▶ Task objective
Pull out every line below containing the word "list".

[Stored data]
☆ ☆ ☆ ☆ ☆

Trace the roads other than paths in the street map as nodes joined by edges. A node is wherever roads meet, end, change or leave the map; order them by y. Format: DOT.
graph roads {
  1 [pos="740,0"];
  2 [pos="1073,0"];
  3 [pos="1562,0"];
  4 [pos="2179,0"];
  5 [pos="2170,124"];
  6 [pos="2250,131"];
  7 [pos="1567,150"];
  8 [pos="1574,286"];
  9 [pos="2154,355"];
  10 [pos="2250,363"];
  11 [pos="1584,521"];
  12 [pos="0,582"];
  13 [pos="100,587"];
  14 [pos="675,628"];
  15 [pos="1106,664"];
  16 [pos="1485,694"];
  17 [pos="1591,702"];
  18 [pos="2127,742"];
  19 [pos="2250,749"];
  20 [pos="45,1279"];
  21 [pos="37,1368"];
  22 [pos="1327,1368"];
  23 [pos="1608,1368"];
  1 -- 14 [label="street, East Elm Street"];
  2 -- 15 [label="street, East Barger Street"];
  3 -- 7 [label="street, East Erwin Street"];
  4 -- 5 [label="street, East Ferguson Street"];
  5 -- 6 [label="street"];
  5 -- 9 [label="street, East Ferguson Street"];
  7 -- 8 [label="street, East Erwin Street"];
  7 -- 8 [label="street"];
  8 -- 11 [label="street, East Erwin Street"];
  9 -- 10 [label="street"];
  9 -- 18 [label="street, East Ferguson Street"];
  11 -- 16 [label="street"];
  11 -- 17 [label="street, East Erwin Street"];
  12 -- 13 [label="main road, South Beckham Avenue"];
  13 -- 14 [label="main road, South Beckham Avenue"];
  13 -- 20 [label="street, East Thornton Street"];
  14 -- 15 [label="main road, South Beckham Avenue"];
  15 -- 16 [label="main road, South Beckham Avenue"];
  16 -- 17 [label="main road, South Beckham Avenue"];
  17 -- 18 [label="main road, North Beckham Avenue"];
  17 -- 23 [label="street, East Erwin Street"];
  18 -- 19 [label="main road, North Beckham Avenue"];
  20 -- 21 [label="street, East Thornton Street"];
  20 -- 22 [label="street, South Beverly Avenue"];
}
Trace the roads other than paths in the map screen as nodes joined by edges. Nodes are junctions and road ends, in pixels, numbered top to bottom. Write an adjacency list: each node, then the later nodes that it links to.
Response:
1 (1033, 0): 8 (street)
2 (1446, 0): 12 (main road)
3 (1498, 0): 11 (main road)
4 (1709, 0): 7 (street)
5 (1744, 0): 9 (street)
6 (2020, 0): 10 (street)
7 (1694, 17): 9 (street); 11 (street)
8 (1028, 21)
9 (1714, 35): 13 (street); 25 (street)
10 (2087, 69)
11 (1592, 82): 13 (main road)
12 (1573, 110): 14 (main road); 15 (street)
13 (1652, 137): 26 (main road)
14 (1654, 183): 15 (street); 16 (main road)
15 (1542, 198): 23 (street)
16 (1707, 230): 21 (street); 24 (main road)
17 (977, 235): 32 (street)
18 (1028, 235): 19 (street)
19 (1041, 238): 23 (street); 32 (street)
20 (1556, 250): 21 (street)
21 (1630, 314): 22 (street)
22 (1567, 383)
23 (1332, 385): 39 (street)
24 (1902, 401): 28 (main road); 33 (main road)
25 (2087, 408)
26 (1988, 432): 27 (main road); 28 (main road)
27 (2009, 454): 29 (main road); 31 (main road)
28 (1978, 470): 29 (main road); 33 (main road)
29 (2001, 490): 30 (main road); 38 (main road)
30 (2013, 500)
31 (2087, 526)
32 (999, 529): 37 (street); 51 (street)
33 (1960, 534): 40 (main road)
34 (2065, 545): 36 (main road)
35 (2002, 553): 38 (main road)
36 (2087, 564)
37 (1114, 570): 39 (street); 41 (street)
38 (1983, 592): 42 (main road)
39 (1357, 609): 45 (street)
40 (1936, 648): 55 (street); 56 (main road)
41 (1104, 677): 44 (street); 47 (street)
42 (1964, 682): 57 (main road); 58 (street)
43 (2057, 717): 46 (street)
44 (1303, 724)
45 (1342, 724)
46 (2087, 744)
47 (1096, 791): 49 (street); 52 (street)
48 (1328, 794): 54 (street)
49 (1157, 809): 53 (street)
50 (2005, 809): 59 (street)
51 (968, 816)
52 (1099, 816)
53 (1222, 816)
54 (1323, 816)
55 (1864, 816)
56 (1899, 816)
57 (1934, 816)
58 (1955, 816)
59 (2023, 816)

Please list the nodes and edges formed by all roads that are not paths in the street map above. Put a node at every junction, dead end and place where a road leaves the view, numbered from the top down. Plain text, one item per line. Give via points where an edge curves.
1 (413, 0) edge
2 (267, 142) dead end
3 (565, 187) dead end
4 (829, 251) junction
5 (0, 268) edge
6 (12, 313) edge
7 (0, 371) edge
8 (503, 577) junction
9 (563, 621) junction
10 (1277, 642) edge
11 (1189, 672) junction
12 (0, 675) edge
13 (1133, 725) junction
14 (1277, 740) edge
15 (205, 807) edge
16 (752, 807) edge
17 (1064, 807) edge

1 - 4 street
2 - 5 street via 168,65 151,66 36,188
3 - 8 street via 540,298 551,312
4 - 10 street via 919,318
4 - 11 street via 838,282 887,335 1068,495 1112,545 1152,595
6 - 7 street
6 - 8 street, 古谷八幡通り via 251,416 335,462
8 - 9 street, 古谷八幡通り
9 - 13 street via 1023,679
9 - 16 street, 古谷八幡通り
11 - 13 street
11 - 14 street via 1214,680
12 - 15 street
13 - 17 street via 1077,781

☆ ☆ ☆ ☆ ☆

▶ Reply
Trace the roads other than paths in the map screen as nodes joined by edges. Nodes are junctions and road ends, in pixels, numbered top to bottom. Write an adjacency list: each node, then the later nodes that it links to.
Please list the nodes and edges formed by all roads that are not paths in the street map above. Put a node at every junction, dead end and place where a road leaves the view, numbered from the top down. Plain text, one item per line. Give via points where an edge curves.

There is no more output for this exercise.